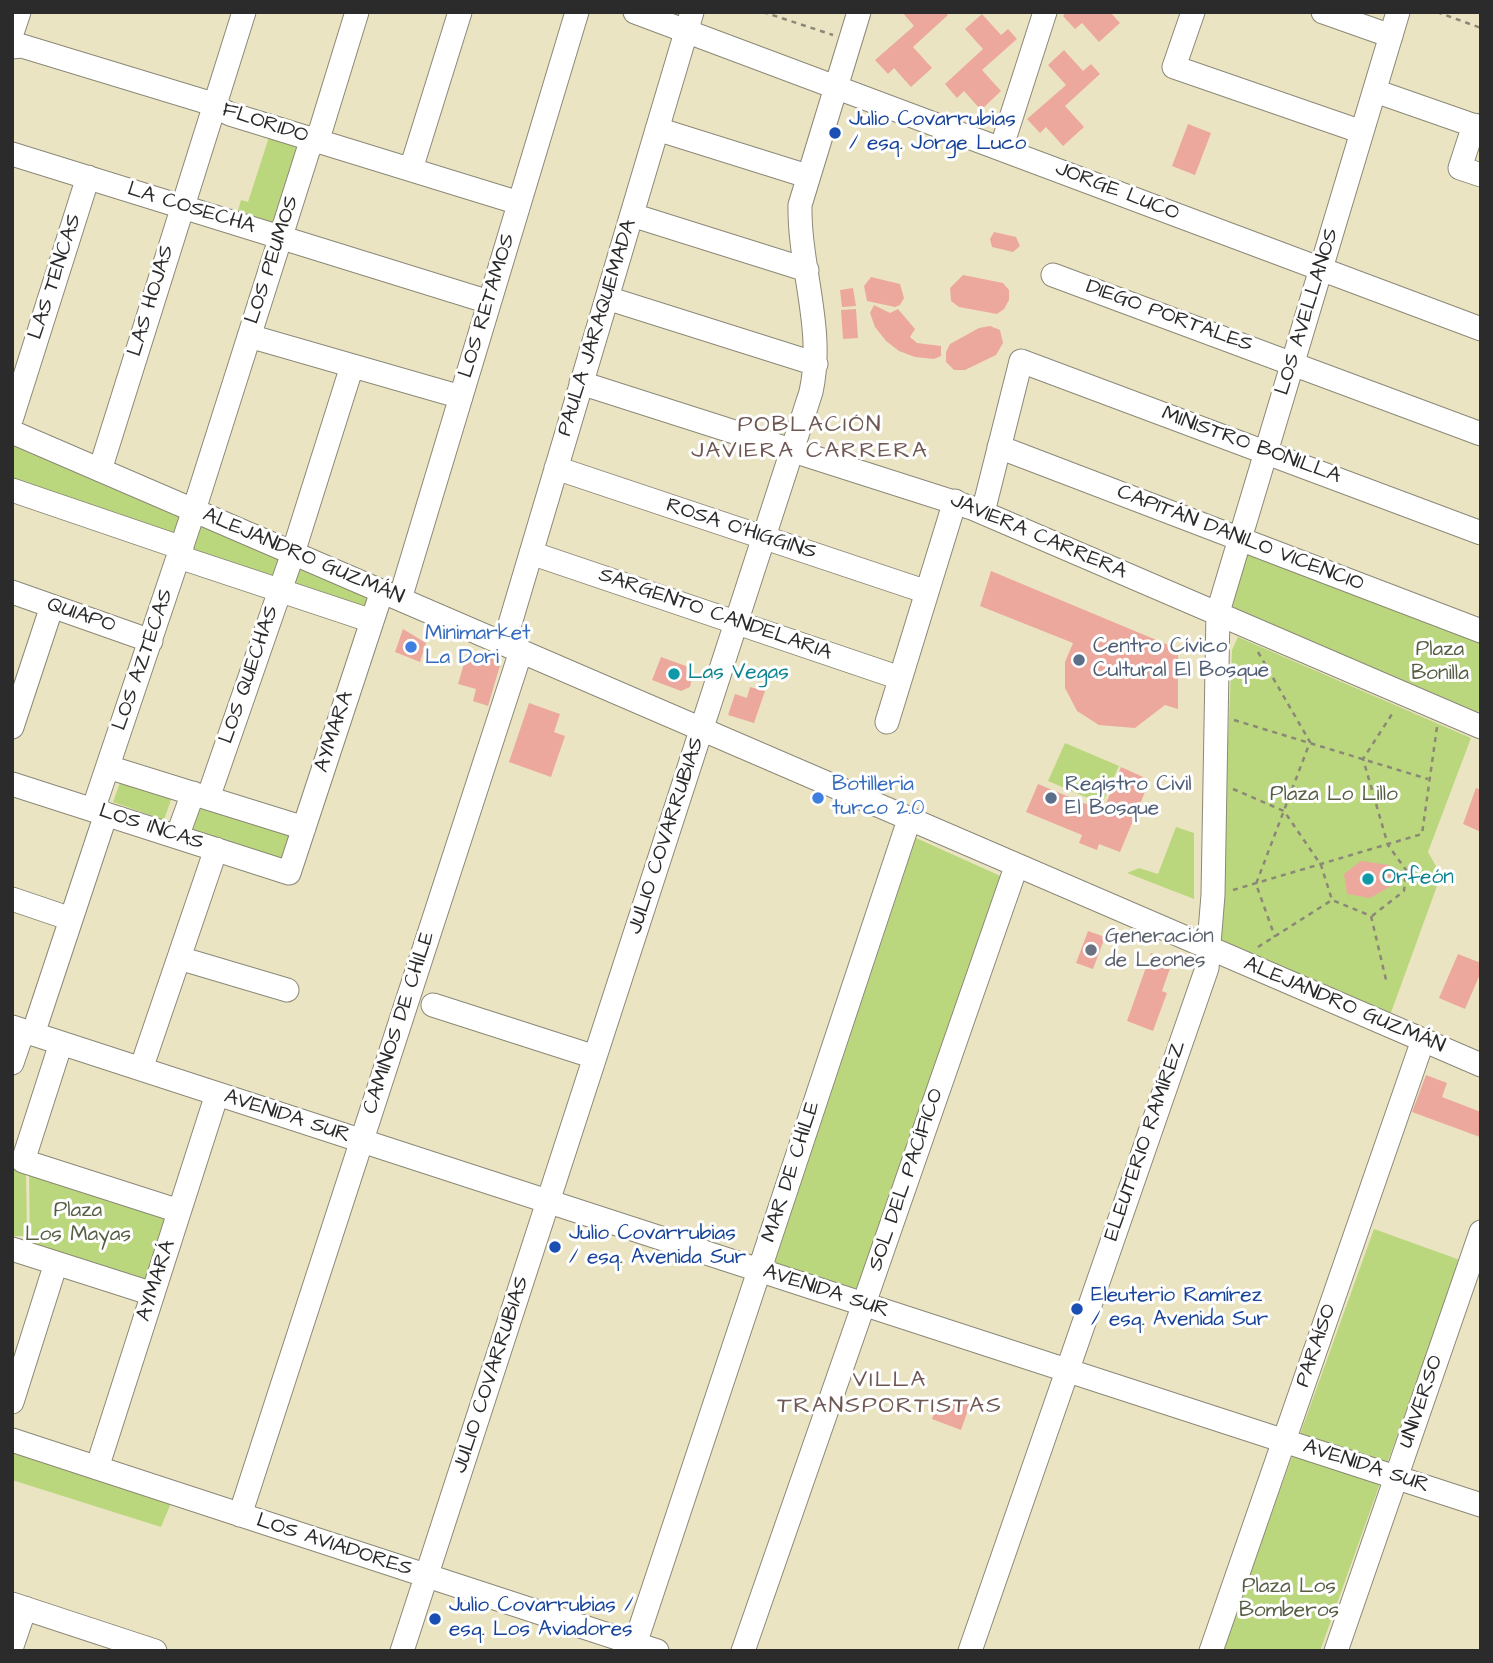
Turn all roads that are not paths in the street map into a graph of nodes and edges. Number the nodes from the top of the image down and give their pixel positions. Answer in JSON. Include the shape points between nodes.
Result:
{"nodes":[{"id":1,"x":19,"y":12,"type":"edge"},
{"id":2,"x":244,"y":12,"type":"edge"},
{"id":3,"x":357,"y":12,"type":"edge"},
{"id":4,"x":460,"y":12,"type":"edge"},
{"id":5,"x":577,"y":12,"type":"edge"},
{"id":6,"x":635,"y":12,"type":"edge"},
{"id":7,"x":859,"y":12,"type":"edge"},
{"id":8,"x":1045,"y":12,"type":"edge"},
{"id":9,"x":1193,"y":12,"type":"edge"},
{"id":10,"x":1323,"y":12,"type":"edge"},
{"id":11,"x":1398,"y":12,"type":"edge"},
{"id":12,"x":689,"y":22,"type":"edge"},
{"id":13,"x":12,"y":33,"type":"edge"},
{"id":14,"x":1391,"y":36,"type":"junction"},
{"id":15,"x":12,"y":47,"type":"edge"},
{"id":16,"x":835,"y":87,"type":"junction"},
{"id":17,"x":1375,"y":91,"type":"junction"},
{"id":18,"x":214,"y":108,"type":"junction"},
{"id":19,"x":1477,"y":127,"type":"edge"},
{"id":20,"x":657,"y":130,"type":"junction"},
{"id":21,"x":1362,"y":132,"type":"junction"},
{"id":22,"x":314,"y":140,"type":"junction"},
{"id":23,"x":1000,"y":149,"type":"junction"},
{"id":24,"x":12,"y":154,"type":"edge"},
{"id":25,"x":411,"y":169,"type":"junction"},
{"id":26,"x":1481,"y":175,"type":"edge"},
{"id":27,"x":807,"y":176,"type":"junction"},
{"id":28,"x":88,"y":177,"type":"junction"},
{"id":29,"x":519,"y":203,"type":"junction"},
{"id":30,"x":181,"y":206,"type":"junction"},
{"id":31,"x":632,"y":215,"type":"junction"},
{"id":32,"x":281,"y":237,"type":"junction"},
{"id":33,"x":1321,"y":269,"type":"junction"},
{"id":34,"x":807,"y":270,"type":"junction"},
{"id":35,"x":1053,"y":275,"type":"dead end"},
{"id":36,"x":607,"y":298,"type":"junction"},
{"id":37,"x":489,"y":302,"type":"junction"},
{"id":38,"x":1481,"y":329,"type":"edge"},
{"id":39,"x":249,"y":336,"type":"junction"},
{"id":40,"x":1293,"y":363,"type":"junction"},
{"id":41,"x":816,"y":364,"type":"junction"},
{"id":42,"x":352,"y":366,"type":"junction"},
{"id":43,"x":581,"y":383,"type":"junction"},
{"id":44,"x":461,"y":397,"type":"junction"},
{"id":45,"x":12,"y":416,"type":"edge"},
{"id":46,"x":12,"y":432,"type":"edge"},
{"id":47,"x":1481,"y":434,"type":"edge"},
{"id":48,"x":999,"y":447,"type":"junction"},
{"id":49,"x":793,"y":448,"type":"junction"},
{"id":50,"x":1266,"y":452,"type":"junction"},
{"id":51,"x":556,"y":468,"type":"junction"},
{"id":52,"x":100,"y":470,"type":"junction"},
{"id":53,"x":12,"y":490,"type":"edge"},
{"id":54,"x":955,"y":501,"type":"junction"},
{"id":55,"x":194,"y":510,"type":"junction"},
{"id":56,"x":983,"y":512,"type":"junction"},
{"id":57,"x":1481,"y":533,"type":"edge"},
{"id":58,"x":764,"y":537,"type":"junction"},
{"id":59,"x":1240,"y":539,"type":"junction"},
{"id":60,"x":180,"y":553,"type":"junction"},
{"id":61,"x":293,"y":553,"type":"junction"},
{"id":62,"x":531,"y":553,"type":"junction"},
{"id":63,"x":12,"y":592,"type":"edge"},
{"id":64,"x":279,"y":592,"type":"junction"},
{"id":65,"x":927,"y":592,"type":"junction"},
{"id":66,"x":391,"y":595,"type":"junction"},
{"id":67,"x":52,"y":606,"type":"junction"},
{"id":68,"x":1218,"y":612,"type":"junction"},
{"id":69,"x":372,"y":621,"type":"junction"},
{"id":70,"x":736,"y":623,"type":"junction"},
{"id":71,"x":1481,"y":631,"type":"edge"},
{"id":72,"x":150,"y":641,"type":"junction"},
{"id":73,"x":512,"y":648,"type":"junction"},
{"id":74,"x":900,"y":678,"type":"junction"},
{"id":75,"x":887,"y":722,"type":"dead end"},
{"id":76,"x":12,"y":727,"type":"edge"},
{"id":77,"x":1481,"y":727,"type":"edge"},
{"id":78,"x":702,"y":729,"type":"junction"},
{"id":79,"x":108,"y":766,"type":"junction"},
{"id":80,"x":12,"y":784,"type":"edge"},
{"id":81,"x":200,"y":795,"type":"junction"},
{"id":82,"x":100,"y":812,"type":"junction"},
{"id":83,"x":909,"y":820,"type":"junction"},
{"id":84,"x":304,"y":828,"type":"junction"},
{"id":85,"x":177,"y":837,"type":"junction"},
{"id":86,"x":215,"y":849,"type":"junction"},
{"id":87,"x":1016,"y":867,"type":"junction"},
{"id":88,"x":289,"y":873,"type":"joint"},
{"id":89,"x":12,"y":899,"type":"edge"},
{"id":90,"x":71,"y":919,"type":"junction"},
{"id":91,"x":1211,"y":949,"type":"junction"},
{"id":92,"x":179,"y":958,"type":"junction"},
{"id":93,"x":286,"y":990,"type":"dead end"},
{"id":94,"x":433,"y":1005,"type":"dead end"},
{"id":95,"x":22,"y":1031,"type":"edge"},
{"id":96,"x":1423,"y":1040,"type":"junction"},
{"id":97,"x":61,"y":1043,"type":"junction"},
{"id":98,"x":596,"y":1057,"type":"junction"},
{"id":99,"x":12,"y":1063,"type":"edge"},
{"id":100,"x":1481,"y":1065,"type":"edge"},
{"id":101,"x":141,"y":1069,"type":"junction"},
{"id":102,"x":217,"y":1094,"type":"junction"},
{"id":103,"x":362,"y":1141,"type":"junction"},
{"id":104,"x":548,"y":1201,"type":"junction"},
{"id":105,"x":179,"y":1211,"type":"junction"},
{"id":106,"x":1481,"y":1232,"type":"edge"},
{"id":107,"x":12,"y":1249,"type":"edge"},
{"id":108,"x":56,"y":1263,"type":"junction"},
{"id":109,"x":759,"y":1270,"type":"junction"},
{"id":110,"x":153,"y":1294,"type":"junction"},
{"id":111,"x":864,"y":1304,"type":"junction"},
{"id":112,"x":1066,"y":1372,"type":"junction"},
{"id":113,"x":12,"y":1402,"type":"edge"},
{"id":114,"x":12,"y":1440,"type":"edge"},
{"id":115,"x":1284,"y":1441,"type":"junction"},
{"id":116,"x":97,"y":1468,"type":"junction"},
{"id":117,"x":1396,"y":1476,"type":"junction"},
{"id":118,"x":1481,"y":1505,"type":"edge"},
{"id":119,"x":240,"y":1515,"type":"junction"},
{"id":120,"x":427,"y":1576,"type":"junction"},
{"id":121,"x":19,"y":1606,"type":"edge"},
{"id":122,"x":12,"y":1646,"type":"edge"},
{"id":123,"x":646,"y":1647,"type":"edge"},
{"id":124,"x":155,"y":1651,"type":"edge"},
{"id":125,"x":402,"y":1651,"type":"edge"},
{"id":126,"x":743,"y":1651,"type":"edge"},
{"id":127,"x":970,"y":1651,"type":"edge"},
{"id":128,"x":1211,"y":1651,"type":"edge"},
{"id":129,"x":1336,"y":1651,"type":"edge"}],
"edges":[{"from":1,"to":13,"type":"street"},
{"from":2,"to":18,"type":"street","name":"LAS HOJAS"},
{"from":3,"to":22,"type":"street","name":"LOS PEUMOS"},
{"from":4,"to":25,"type":"street"},
{"from":5,"to":29,"type":"street","name":"LOS RETAMOS"},
{"from":6,"to":12,"type":"street","name":"JORGE LUCO"},
{"from":7,"to":16,"type":"street","name":"JULIO COVARRUBIAS"},
{"from":8,"to":23,"type":"street"},
{"from":9,"to":21,"type":"street","via":[[1174,67]]},
{"from":10,"to":14,"type":"street"},
{"from":11,"to":14,"type":"street","name":"LOS AVELLANOS"},
{"from":12,"to":16,"type":"street","name":"JORGE LUCO"},
{"from":12,"to":20,"type":"street","name":"PAULA JARAQUEMADA"},
{"from":14,"to":17,"type":"street","name":"LOS AVELLANOS"},
{"from":15,"to":18,"type":"street","name":"FLORIDO","via":[[22,46]]},
{"from":16,"to":23,"type":"street","name":"JORGE LUCO"},
{"from":16,"to":27,"type":"street","name":"JULIO COVARRUBIAS"},
{"from":17,"to":19,"type":"street"},
{"from":17,"to":21,"type":"street","name":"LOS AVELLANOS"},
{"from":18,"to":22,"type":"street","name":"FLORIDO"},
{"from":18,"to":30,"type":"street","name":"LAS HOJAS"},
{"from":19,"to":26,"type":"street","via":[[1460,167]]},
{"from":20,"to":27,"type":"street"},
{"from":20,"to":31,"type":"street","name":"PAULA JARAQUEMADA"},
{"from":21,"to":33,"type":"street","name":"LOS AVELLANOS"},
{"from":22,"to":25,"type":"street","name":"FLORIDO"},
{"from":22,"to":32,"type":"street","name":"LOS PEUMOS"},
{"from":23,"to":33,"type":"street","name":"JORGE LUCO"},
{"from":24,"to":28,"type":"street","name":"LA COSECHA"},
{"from":25,"to":29,"type":"street","name":"FLORIDO"},
{"from":27,"to":34,"type":"street","name":"JULIO COVARRUBIAS","via":[[800,220]]},
{"from":28,"to":30,"type":"street","name":"LA COSECHA"},
{"from":28,"to":45,"type":"street","name":"LAS TENCAS"},
{"from":29,"to":37,"type":"street","name":"LOS RETAMOS"},
{"from":30,"to":32,"type":"street","name":"LA COSECHA"},
{"from":30,"to":52,"type":"street","name":"LAS HOJAS"},
{"from":31,"to":34,"type":"street"},
{"from":31,"to":36,"type":"street","name":"PAULA JARAQUEMADA"},
{"from":32,"to":37,"type":"street","name":"LA COSECHA"},
{"from":32,"to":39,"type":"street","name":"LOS PEUMOS"},
{"from":33,"to":38,"type":"street","name":"JORGE LUCO"},
{"from":33,"to":40,"type":"street","name":"LOS AVELLANOS"},
{"from":34,"to":41,"type":"street","name":"JULIO COVARRUBIAS"},
{"from":35,"to":40,"type":"street","name":"DIEGO PORTALES"},
{"from":36,"to":41,"type":"street"},
{"from":36,"to":43,"type":"street","name":"PAULA JARAQUEMADA"},
{"from":37,"to":44,"type":"street","name":"LOS RETAMOS"},
{"from":39,"to":42,"type":"street"},
{"from":39,"to":55,"type":"street","name":"LOS PEUMOS"},
{"from":40,"to":47,"type":"street","name":"DIEGO PORTALES"},
{"from":40,"to":50,"type":"street","name":"LOS AVELLANOS"},
{"from":41,"to":49,"type":"street","name":"JULIO COVARRUBIAS"},
{"from":42,"to":44,"type":"street"},
{"from":42,"to":61,"type":"street","name":"LOS QUECHAS"},
{"from":43,"to":49,"type":"street","name":"JAVIERA CARRERA"},
{"from":43,"to":51,"type":"street","name":"PAULA JARAQUEMADA"},
{"from":44,"to":66,"type":"street","name":"LOS RETAMOS"},
{"from":46,"to":52,"type":"street","name":"ALEJANDRO GUZMÁN"},
{"from":48,"to":50,"type":"street","name":"MINISTRO BONILLA","via":[[1021,361]]},
{"from":48,"to":56,"type":"street"},
{"from":48,"to":59,"type":"street","name":"CAPITÁN DANILO VICENCIO"},
{"from":49,"to":54,"type":"street","name":"JAVIERA CARRERA"},
{"from":49,"to":58,"type":"street","name":"JULIO COVARRUBIAS"},
{"from":50,"to":57,"type":"street","name":"MINISTRO BONILLA"},
{"from":50,"to":59,"type":"street","name":"LOS AVELLANOS"},
{"from":51,"to":58,"type":"street","name":"ROSA O'HIGGINS"},
{"from":51,"to":62,"type":"street","name":"PAULA JARAQUEMADA"},
{"from":52,"to":55,"type":"street","name":"ALEJANDRO GUZMÁN"},
{"from":53,"to":60,"type":"street","name":"ALEJANDRO GUZMÁN"},
{"from":54,"to":56,"type":"street","name":"JAVIERA CARRERA"},
{"from":54,"to":65,"type":"street"},
{"from":55,"to":60,"type":"street","name":"LOS AZTECAS"},
{"from":55,"to":61,"type":"street","name":"ALEJANDRO GUZMÁN"},
{"from":56,"to":68,"type":"street","name":"JAVIERA CARRERA"},
{"from":58,"to":65,"type":"street","name":"ROSA O'HIGGINS"},
{"from":58,"to":70,"type":"street","name":"JULIO COVARRUBIAS"},
{"from":59,"to":68,"type":"street","name":"LOS AVELLANOS"},
{"from":59,"to":71,"type":"street","name":"CAPITÁN DANILO VICENCIO"},
{"from":60,"to":64,"type":"street","name":"ALEJANDRO GUZMÁN"},
{"from":60,"to":72,"type":"street","name":"LOS AZTECAS"},
{"from":61,"to":64,"type":"street","name":"LOS QUECHAS"},
{"from":61,"to":66,"type":"street","name":"ALEJANDRO GUZMÁN"},
{"from":62,"to":70,"type":"street","name":"SARGENTO CANDELARIA"},
{"from":62,"to":73,"type":"street","name":"PAULA JARAQUEMADA"},
{"from":63,"to":67,"type":"street","name":"QUIAPO"},
{"from":64,"to":69,"type":"street","name":"ALEJANDRO GUZMÁN"},
{"from":64,"to":81,"type":"street","name":"LOS QUECHAS"},
{"from":65,"to":74,"type":"street"},
{"from":66,"to":69,"type":"street","name":"AYMARA"},
{"from":66,"to":73,"type":"street","name":"ALEJANDRO GUZMÁN"},
{"from":67,"to":72,"type":"street","name":"QUIAPO"},
{"from":67,"to":76,"type":"street"},
{"from":68,"to":77,"type":"street","name":"JAVIERA CARRERA"},
{"from":68,"to":91,"type":"street","name":"ELEUTERIO RAMÍREZ"},
{"from":69,"to":84,"type":"street","name":"AYMARA"},
{"from":70,"to":74,"type":"street","name":"SARGENTO CANDELARIA"},
{"from":70,"to":78,"type":"street","name":"JULIO COVARRUBIAS"},
{"from":72,"to":79,"type":"street","name":"LOS AZTECAS"},
{"from":73,"to":78,"type":"street","name":"ALEJANDRO GUZMÁN"},
{"from":73,"to":103,"type":"street","name":"CAMINOS DE CHILE"},
{"from":74,"to":75,"type":"street"},
{"from":78,"to":83,"type":"street","name":"ALEJANDRO GUZMÁN"},
{"from":78,"to":98,"type":"street","name":"JULIO COVARRUBIAS"},
{"from":79,"to":81,"type":"street"},
{"from":79,"to":82,"type":"street","name":"LOS AZTECAS"},
{"from":80,"to":82,"type":"street","name":"LOS INCAS"},
{"from":81,"to":84,"type":"street"},
{"from":81,"to":85,"type":"street","name":"LOS QUECHAS"},
{"from":82,"to":85,"type":"street","name":"LOS INCAS"},
{"from":82,"to":90,"type":"street","name":"LOS AZTECAS"},
{"from":83,"to":87,"type":"street","name":"ALEJANDRO GUZMÁN"},
{"from":83,"to":109,"type":"street","name":"MAR DE CHILE"},
{"from":84,"to":88,"type":"street","name":"AYMARA"},
{"from":85,"to":86,"type":"street","name":"LOS INCAS"},
{"from":86,"to":88,"type":"street","name":"LOS INCAS"},
{"from":86,"to":92,"type":"street"},
{"from":87,"to":91,"type":"street","name":"ALEJANDRO GUZMÁN"},
{"from":87,"to":111,"type":"street","name":"SOL DEL PACÍFICO"},
{"from":89,"to":90,"type":"street"},
{"from":90,"to":95,"type":"street","name":"LOS AZTECAS"},
{"from":91,"to":96,"type":"street","name":"ALEJANDRO GUZMÁN"},
{"from":91,"to":112,"type":"street","name":"ELEUTERIO RAMÍREZ"},
{"from":92,"to":93,"type":"street"},
{"from":92,"to":101,"type":"street"},
{"from":94,"to":98,"type":"street"},
{"from":95,"to":97,"type":"street","name":"AVENIDA SUR"},
{"from":95,"to":99,"type":"street","name":"LOS AZTECAS"},
{"from":96,"to":100,"type":"street","name":"ALEJANDRO GUZMÁN"},
{"from":96,"to":115,"type":"street","name":"PARAÍSO"},
{"from":97,"to":101,"type":"street","name":"AVENIDA SUR"},
{"from":97,"to":105,"type":"street","via":[[23,1160]]},
{"from":98,"to":104,"type":"street","name":"JULIO COVARRUBIAS"},
{"from":101,"to":102,"type":"street","name":"AVENIDA SUR"},
{"from":102,"to":103,"type":"street","name":"AVENIDA SUR"},
{"from":102,"to":105,"type":"street","name":"AYMARÁ"},
{"from":103,"to":104,"type":"street","name":"AVENIDA SUR"},
{"from":103,"to":119,"type":"street","name":"CAMINOS DE CHILE"},
{"from":104,"to":109,"type":"street","name":"AVENIDA SUR"},
{"from":104,"to":120,"type":"street","name":"JULIO COVARRUBIAS"},
{"from":105,"to":110,"type":"street","name":"AYMARÁ"},
{"from":106,"to":117,"type":"street","name":"UNIVERSO"},
{"from":107,"to":108,"type":"street"},
{"from":108,"to":110,"type":"street"},
{"from":108,"to":113,"type":"street"},
{"from":109,"to":111,"type":"street","name":"AVENIDA SUR"},
{"from":109,"to":123,"type":"street","name":"MAR DE CHILE"},
{"from":110,"to":116,"type":"street","name":"AYMARÁ"},
{"from":111,"to":112,"type":"street","name":"AVENIDA SUR"},
{"from":111,"to":126,"type":"street","name":"SOL DEL PACÍFICO"},
{"from":112,"to":115,"type":"street","name":"AVENIDA SUR"},
{"from":112,"to":127,"type":"street","name":"ELEUTERIO RAMÍREZ"},
{"from":114,"to":116,"type":"street","name":"LOS AVIADORES"},
{"from":115,"to":117,"type":"street","name":"AVENIDA SUR"},
{"from":115,"to":128,"type":"street","name":"PARAÍSO"},
{"from":116,"to":119,"type":"street","name":"LOS AVIADORES"},
{"from":117,"to":118,"type":"street","name":"AVENIDA SUR"},
{"from":117,"to":129,"type":"street","name":"UNIVERSO"},
{"from":119,"to":120,"type":"street","name":"LOS AVIADORES"},
{"from":120,"to":123,"type":"street","name":"LOS AVIADORES"},
{"from":120,"to":125,"type":"street","name":"JULIO COVARRUBIAS"},
{"from":121,"to":122,"type":"street"},
{"from":121,"to":124,"type":"street"}]}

· · ·

### TASK INSTRUCTIONS
Scan the records above. Return every line with "DANILO" in it.

### RESPONSE BELOW
{"from":48,"to":59,"type":"street","name":"CAPITÁN DANILO VICENCIO"},
{"from":59,"to":71,"type":"street","name":"CAPITÁN DANILO VICENCIO"},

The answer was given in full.